There is something quietly urgent about the way Maddie Bender approaches her work. She is not attached to a major institution or a well-funded conservation body. She is, in the fullest sense of the phrase, an independent voice — someone who has made it her business to document Hawaii’s native birds at a moment when that documentation feels more necessary than ever.
Her subjects are the honeycreepers of Oahu and the wider Hawaiian Islands. These birds have one of the more extraordinary origin stories in the natural world. Around six to seven million years ago, a single rosefinch-like species arrived in Hawaii, most likely drifting across from Asia. From that one bird, more than fifty distinct honeycreeper species eventually evolved, each adapting to different ecological niches across the archipelago. Their beaks alone tell the whole story — some curved dramatically for sipping nectar from tubular flowers, others stout and finch-like for cracking seeds, shapes found nowhere else on earth. It is, by most accounts, one of the finest examples of adaptive radiation the natural world has produced.
Bender came to this subject through her work as executive producer of The Conversation at Hawaii Public Radio, where she has spent years reporting on the islands’ ecology, conservation efforts, and the communities that depend on both. Her photography grew out of that reporting — a natural extension of someone who clearly pays attention not just to what scientists say in interviews, but to what the landscape itself looks like up close.
Capturing honeycreepers is genuinely difficult. These are not birds that come to feeders in suburban backyards. Many of the remaining populations live at high elevation, tucked into native forests where mosquito transmission of avian malaria hasn’t yet followed them. Getting there requires effort, patience, and a willingness to spend a lot of time in damp mountain forest waiting for something small and fast to stay still long enough. Bender’s photography reflects that effort without announcing it.
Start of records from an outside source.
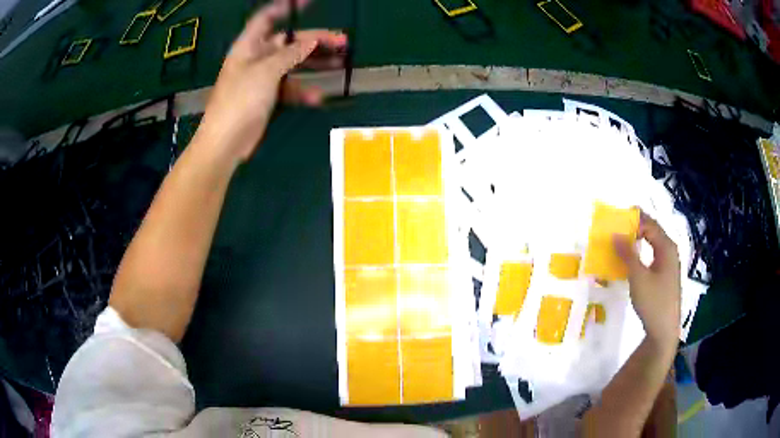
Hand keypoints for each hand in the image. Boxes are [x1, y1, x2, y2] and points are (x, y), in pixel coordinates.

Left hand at [197, 0, 346, 161]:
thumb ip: (290, 53)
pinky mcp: (269, 97)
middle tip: (343, 42)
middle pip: (289, 41)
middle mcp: (257, 58)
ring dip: (316, 63)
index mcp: (249, 46)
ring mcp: (263, 78)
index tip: (309, 2)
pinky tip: (317, 97)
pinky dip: (304, 90)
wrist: (226, 142)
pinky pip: (290, 87)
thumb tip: (311, 40)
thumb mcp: (266, 71)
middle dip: (315, 40)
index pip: (267, 18)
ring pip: (294, 64)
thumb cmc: (240, 100)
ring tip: (341, 62)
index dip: (286, 7)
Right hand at [613, 211, 680, 346]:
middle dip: (637, 227)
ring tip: (622, 241)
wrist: (664, 330)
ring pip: (653, 244)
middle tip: (617, 228)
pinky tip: (633, 260)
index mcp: (667, 247)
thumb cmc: (653, 302)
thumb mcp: (638, 278)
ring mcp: (669, 264)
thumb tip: (615, 234)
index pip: (650, 224)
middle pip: (653, 231)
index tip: (616, 220)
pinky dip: (642, 252)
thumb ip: (627, 255)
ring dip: (639, 239)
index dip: (634, 219)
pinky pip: (653, 255)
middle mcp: (670, 251)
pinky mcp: (666, 276)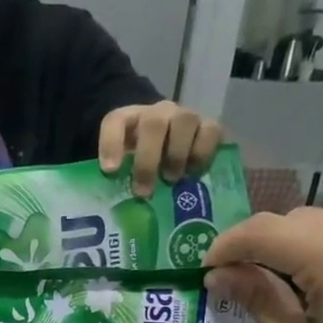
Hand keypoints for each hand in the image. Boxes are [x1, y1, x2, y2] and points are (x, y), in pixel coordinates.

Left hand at [98, 100, 224, 195]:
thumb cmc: (142, 165)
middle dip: (148, 160)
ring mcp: (185, 117)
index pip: (115, 121)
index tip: (111, 171)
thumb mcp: (124, 170)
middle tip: (144, 191)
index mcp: (129, 121)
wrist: (171, 152)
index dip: (111, 144)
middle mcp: (158, 113)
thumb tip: (112, 210)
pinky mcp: (209, 126)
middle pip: (153, 123)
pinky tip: (193, 174)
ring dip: (177, 154)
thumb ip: (118, 180)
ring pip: (185, 121)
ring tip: (171, 179)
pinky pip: (211, 131)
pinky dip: (203, 154)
What her images convey, perhaps more than anything, is specificity. Each bird in her zine project was photographed as an individual, not a specimen. There is a meaningful difference between a field guide illustration and a photograph taken by someone who has waited for the right moment, the right light, and the right angle — and Bender’s work sits firmly in the latter category.
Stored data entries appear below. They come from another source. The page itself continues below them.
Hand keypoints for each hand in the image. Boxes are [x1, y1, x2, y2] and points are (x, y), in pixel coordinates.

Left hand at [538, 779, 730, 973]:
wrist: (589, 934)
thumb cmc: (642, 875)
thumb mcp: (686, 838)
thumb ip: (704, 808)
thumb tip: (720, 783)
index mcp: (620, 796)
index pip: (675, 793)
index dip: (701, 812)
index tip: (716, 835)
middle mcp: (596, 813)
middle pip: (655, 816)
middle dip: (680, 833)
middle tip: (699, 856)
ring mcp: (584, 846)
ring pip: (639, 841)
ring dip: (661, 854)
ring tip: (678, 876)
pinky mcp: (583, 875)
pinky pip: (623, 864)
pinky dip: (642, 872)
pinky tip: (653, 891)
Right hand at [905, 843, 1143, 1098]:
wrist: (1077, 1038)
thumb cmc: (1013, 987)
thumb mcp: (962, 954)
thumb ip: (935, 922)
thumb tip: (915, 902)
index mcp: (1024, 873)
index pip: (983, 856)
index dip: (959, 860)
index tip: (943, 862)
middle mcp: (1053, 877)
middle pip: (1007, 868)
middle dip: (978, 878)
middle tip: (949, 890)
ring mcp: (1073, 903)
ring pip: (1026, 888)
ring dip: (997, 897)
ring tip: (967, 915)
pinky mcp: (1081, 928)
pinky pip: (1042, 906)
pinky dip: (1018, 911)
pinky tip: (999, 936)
Her reporting has also put her close to the conservation infrastructure surrounding these birds. She has covered the rearing centers operated by the San Diego Zoo Wildlife Alliance on Hawaii Island and Maui, places where staff work to maintain viable captive populations of critically endangered species like the ‘akeke’e — a small, crossbill-like bird native to Kauai that is listed as critically endangered. The work is difficult and the setbacks are real. Earlier this year, one ‘akeke’e at the Keauhou Bird Conservation Center died following a series of severe Kona low storms, a loss staff attributed to the combination of the bird’s advanced age and the stress of the weather.
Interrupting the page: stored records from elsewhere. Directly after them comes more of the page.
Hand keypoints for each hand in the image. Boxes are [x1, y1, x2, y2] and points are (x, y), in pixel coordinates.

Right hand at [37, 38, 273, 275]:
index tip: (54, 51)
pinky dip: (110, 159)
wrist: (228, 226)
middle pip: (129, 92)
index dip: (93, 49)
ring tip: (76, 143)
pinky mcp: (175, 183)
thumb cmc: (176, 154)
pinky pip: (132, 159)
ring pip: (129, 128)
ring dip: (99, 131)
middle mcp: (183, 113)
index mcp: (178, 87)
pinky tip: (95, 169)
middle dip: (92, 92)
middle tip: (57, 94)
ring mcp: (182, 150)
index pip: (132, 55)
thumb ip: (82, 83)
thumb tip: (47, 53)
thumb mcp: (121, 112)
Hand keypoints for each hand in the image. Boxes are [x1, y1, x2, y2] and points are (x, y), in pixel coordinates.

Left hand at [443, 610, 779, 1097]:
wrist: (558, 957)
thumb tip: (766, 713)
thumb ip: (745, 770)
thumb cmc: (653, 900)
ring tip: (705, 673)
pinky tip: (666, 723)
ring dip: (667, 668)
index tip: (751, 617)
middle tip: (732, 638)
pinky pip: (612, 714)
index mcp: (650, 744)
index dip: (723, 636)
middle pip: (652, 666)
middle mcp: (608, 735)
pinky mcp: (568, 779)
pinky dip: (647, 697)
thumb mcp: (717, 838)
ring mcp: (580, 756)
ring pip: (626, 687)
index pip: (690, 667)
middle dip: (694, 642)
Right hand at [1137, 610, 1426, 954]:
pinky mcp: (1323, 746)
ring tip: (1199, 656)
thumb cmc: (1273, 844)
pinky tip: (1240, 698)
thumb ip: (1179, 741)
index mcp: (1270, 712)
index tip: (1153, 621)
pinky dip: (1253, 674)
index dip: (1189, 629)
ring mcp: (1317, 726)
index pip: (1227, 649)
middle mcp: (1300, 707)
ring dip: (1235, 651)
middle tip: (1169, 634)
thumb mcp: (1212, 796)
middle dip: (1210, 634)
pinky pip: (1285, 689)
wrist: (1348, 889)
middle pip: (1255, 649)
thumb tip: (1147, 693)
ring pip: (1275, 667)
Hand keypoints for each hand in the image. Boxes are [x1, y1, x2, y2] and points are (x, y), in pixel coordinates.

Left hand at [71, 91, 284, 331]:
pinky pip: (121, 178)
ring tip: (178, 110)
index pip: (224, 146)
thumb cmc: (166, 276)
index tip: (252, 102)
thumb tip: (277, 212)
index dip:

These are the details that tend to get lost in broader conservation narratives, and Bender has made it her practice to hold onto them. The honeycreepers of Hawaii are not an abstraction. They are individual animals living out individual lives in a landscape that has been dramatically altered around them, and the people caring for them are working under real conditions with real constraints.
It’s hard not to feel that what Bender is doing with her photography and her journalism together is something more than documentation for its own sake. Hawaii has been losing birds for centuries — to introduced predators, to habitat loss, to disease carried by mosquitoes that themselves arrived with human settlers. What remains feels genuinely precious. Whether that’s enough to shift public attention in a meaningful way remains to be seen, but Bender seems determined to make the case one carefully framed image at a time.